HOL1: Identification of ovulation related genes and pathways in human follicles at different stages of oocyte maturation
This study was performed by Liv la Cour Poulsen at the Fertility Clinic in Region Zealand, Denmark, in collaboration with Laboratory of Reproductive Biology, Rigshospitalet, Denmark and Clinical Chemistry, Lund University, Sweden.
Ovulation with maturation of the oocyte, rupture of the follicle and formation of the corpus luteum is initiated by the midcycle surge of the gonadotrophic hormones Follicle Stimulating Hormone (FSH) and Luteinizing hormone (LH) – both secreted from the pituitary gland.
Local genetic mechanisms, juxtacrine and paracrine signaling across the follicular compartment as well as production of hormones control these processes. Follicular granulosa- and cumulus cells are central in this crosstalk.
Gene expression analysis of these follicular cells have in recent years been done several times at the time of oocyte pick up (OPU) approximately 34-36 hours after ovulation triggering. Because of limited access to follicles prior to OPU, the molecular events that take place during the interval between ovulation triggering and OPU have only been studied to a limited extent.
Aim of the study
This study examines the molecular events in the follicle at five selected time points in the periovulatory interval from ovulation triggering to oocyte pick up in a paired (within woman) time-line setup. The aim was to increase knowledge of the complex ovulatory process including steroidogenesis, angiogenesis and the inflammatory response associated with ovulation.

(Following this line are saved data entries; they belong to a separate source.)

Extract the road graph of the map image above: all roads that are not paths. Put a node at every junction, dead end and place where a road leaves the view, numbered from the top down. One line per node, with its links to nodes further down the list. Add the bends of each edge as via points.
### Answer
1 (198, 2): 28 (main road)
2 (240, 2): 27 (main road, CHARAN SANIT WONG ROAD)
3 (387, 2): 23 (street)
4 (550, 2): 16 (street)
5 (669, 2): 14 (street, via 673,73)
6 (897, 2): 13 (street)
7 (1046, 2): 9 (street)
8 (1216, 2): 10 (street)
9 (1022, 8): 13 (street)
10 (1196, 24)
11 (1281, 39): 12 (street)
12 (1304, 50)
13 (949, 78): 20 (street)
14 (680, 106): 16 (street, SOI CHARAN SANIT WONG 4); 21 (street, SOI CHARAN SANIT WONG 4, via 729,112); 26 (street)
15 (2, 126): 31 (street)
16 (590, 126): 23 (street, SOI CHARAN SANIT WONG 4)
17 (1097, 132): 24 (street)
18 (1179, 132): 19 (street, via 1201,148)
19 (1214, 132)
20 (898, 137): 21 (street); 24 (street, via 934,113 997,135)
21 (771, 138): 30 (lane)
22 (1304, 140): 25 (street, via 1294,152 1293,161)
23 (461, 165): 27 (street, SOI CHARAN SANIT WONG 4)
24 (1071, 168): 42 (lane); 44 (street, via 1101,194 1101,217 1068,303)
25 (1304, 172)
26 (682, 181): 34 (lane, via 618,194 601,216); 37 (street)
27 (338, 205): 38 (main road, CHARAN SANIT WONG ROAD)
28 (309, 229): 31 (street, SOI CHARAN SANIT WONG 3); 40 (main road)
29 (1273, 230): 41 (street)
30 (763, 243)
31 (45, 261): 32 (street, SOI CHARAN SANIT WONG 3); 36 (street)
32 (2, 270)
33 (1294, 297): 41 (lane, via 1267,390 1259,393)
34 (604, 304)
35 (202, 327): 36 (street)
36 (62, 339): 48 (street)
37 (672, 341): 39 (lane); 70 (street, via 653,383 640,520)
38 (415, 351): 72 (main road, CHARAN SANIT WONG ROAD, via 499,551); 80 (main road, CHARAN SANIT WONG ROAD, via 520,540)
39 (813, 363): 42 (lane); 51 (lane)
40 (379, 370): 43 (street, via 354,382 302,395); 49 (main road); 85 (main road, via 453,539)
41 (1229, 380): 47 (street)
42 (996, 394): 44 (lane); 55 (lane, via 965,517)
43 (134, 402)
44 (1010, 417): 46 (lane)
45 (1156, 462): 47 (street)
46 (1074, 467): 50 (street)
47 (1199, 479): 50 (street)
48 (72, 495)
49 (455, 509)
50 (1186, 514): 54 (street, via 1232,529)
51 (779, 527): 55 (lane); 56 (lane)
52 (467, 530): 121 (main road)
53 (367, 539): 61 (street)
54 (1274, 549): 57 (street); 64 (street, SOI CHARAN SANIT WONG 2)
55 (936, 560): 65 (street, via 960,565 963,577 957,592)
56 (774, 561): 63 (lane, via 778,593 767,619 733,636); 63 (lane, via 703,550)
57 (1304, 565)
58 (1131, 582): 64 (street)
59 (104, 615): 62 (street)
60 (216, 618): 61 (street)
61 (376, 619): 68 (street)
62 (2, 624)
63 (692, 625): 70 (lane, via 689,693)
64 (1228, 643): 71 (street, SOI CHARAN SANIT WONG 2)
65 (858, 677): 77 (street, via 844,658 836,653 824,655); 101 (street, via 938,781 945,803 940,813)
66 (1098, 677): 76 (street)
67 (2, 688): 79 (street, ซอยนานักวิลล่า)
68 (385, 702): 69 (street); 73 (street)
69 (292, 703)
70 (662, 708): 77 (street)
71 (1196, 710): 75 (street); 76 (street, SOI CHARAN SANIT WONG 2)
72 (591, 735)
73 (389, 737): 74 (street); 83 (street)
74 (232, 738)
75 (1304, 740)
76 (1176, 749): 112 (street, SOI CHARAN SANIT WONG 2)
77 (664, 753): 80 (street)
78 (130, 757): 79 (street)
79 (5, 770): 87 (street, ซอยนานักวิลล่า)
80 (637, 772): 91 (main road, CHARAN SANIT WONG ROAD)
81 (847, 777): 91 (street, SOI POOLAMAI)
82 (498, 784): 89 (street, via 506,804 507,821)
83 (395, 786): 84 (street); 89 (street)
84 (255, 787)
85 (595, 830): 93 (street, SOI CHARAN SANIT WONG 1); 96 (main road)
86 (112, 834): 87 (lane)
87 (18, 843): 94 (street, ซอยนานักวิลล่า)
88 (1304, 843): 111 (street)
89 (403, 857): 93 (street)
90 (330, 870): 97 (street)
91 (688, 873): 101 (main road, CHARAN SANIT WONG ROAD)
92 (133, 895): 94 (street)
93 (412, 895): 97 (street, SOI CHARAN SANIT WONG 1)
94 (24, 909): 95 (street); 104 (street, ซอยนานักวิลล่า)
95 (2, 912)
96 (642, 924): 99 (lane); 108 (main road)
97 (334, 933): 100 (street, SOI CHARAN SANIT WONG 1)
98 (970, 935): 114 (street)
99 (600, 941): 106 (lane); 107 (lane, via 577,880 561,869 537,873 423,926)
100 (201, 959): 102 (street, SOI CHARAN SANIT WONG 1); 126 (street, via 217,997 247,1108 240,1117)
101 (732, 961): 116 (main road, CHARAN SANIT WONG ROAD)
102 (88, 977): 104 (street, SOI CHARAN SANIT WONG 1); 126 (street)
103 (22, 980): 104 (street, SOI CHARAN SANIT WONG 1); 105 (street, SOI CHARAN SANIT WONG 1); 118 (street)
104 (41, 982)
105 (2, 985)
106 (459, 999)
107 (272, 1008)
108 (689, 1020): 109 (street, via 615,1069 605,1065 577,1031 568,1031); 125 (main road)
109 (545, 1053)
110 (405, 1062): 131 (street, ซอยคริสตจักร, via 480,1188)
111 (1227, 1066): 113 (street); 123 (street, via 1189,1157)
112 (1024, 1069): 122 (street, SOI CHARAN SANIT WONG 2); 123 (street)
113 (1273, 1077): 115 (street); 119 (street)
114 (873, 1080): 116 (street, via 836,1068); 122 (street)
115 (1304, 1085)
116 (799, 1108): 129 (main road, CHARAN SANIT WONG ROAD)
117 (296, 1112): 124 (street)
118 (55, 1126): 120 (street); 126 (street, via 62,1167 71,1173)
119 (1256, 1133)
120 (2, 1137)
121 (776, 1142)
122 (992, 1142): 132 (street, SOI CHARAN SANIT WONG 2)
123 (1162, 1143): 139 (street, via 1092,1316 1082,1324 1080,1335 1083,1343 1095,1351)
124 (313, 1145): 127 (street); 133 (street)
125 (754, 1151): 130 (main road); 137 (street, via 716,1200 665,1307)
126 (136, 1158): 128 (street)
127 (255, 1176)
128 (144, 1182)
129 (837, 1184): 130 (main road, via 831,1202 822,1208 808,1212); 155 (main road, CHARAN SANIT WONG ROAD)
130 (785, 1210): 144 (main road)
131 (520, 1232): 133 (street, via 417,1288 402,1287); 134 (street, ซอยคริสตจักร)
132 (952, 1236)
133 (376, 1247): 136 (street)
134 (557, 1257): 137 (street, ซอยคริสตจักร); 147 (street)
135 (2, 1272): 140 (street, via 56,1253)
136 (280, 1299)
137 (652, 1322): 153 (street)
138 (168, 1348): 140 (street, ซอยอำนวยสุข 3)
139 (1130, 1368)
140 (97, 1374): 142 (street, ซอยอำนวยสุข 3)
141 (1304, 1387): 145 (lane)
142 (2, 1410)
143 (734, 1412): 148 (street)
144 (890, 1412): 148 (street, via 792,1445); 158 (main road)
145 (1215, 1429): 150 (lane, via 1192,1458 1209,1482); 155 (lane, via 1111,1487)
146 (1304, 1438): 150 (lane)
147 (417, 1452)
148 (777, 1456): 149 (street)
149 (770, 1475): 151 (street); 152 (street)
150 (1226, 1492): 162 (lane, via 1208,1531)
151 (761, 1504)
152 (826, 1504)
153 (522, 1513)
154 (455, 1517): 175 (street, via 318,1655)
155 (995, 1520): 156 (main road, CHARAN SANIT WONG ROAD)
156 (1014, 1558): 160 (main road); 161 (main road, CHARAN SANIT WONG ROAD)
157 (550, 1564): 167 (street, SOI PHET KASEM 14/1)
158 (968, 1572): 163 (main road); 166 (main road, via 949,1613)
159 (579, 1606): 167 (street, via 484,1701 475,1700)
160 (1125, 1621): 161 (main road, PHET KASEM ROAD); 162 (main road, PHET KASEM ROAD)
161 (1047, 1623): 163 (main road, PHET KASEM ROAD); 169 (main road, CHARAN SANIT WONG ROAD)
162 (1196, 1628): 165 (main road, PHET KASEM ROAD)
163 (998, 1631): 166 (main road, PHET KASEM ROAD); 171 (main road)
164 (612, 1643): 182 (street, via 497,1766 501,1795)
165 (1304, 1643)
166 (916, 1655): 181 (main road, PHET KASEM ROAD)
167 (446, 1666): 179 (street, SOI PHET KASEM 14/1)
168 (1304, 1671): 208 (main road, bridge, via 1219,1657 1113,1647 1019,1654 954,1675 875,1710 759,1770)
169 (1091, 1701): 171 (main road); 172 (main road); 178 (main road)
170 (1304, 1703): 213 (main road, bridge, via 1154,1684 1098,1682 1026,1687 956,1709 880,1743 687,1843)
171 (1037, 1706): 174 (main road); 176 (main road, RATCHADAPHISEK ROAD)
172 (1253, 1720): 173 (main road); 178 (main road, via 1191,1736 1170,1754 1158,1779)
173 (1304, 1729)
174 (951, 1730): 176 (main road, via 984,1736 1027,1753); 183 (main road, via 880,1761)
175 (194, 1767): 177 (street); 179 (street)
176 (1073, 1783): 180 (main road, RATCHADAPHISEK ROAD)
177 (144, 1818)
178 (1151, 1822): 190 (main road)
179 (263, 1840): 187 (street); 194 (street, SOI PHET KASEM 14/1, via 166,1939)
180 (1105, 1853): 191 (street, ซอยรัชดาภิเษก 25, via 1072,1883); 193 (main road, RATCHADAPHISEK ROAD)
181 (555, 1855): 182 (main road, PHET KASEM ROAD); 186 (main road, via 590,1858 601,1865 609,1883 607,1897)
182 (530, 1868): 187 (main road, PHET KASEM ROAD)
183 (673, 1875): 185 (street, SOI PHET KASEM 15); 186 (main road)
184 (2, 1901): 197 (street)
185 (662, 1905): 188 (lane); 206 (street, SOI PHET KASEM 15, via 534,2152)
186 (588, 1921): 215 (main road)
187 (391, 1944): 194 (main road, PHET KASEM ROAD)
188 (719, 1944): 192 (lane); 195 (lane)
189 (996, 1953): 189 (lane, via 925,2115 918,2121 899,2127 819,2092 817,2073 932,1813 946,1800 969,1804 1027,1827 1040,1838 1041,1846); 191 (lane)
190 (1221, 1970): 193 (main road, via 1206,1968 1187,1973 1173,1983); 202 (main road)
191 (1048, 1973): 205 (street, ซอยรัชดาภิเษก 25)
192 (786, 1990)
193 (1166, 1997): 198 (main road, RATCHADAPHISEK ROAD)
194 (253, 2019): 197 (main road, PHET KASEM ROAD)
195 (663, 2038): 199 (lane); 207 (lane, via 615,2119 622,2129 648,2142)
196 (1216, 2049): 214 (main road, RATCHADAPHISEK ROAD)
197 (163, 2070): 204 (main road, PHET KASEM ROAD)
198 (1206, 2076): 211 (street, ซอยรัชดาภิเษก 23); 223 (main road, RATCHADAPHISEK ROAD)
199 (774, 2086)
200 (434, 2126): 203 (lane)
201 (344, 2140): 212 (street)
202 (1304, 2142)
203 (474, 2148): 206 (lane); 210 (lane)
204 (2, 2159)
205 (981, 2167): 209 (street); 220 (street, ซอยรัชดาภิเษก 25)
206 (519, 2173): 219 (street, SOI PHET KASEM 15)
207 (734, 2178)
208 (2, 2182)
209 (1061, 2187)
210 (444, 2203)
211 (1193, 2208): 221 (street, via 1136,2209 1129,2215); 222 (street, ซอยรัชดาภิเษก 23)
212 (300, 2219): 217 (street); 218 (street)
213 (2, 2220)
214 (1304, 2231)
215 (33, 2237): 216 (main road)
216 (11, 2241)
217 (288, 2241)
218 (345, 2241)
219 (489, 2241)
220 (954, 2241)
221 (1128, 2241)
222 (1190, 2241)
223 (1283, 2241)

The study also attempts to show differences in gene expression between different standard stimulation regimens and different trigger compounds.
Collection of materials
Each project patient had a follicle puncture with collection of follicular fluid and granulosa cells prior to her actual oocyte pick up. The puncture was performed either before ovulation triggering or 12, 17 or 32 hours after triggering. Subsequently, she also had a normal oocyte pick up at 36 hours after triggering, from which cells and follicular fluid were similarly isolated. An illustration of the method can be seen in the picture below.
Patient inclusion has been completed with enrollment of 55 women undergoing fertility treatment. Results are steadily coming in this fall (2018), and they are being processed into manuscripts. We expect to present some results at the ESHRE 2019 meeting and attempt to publish several papers during the next year.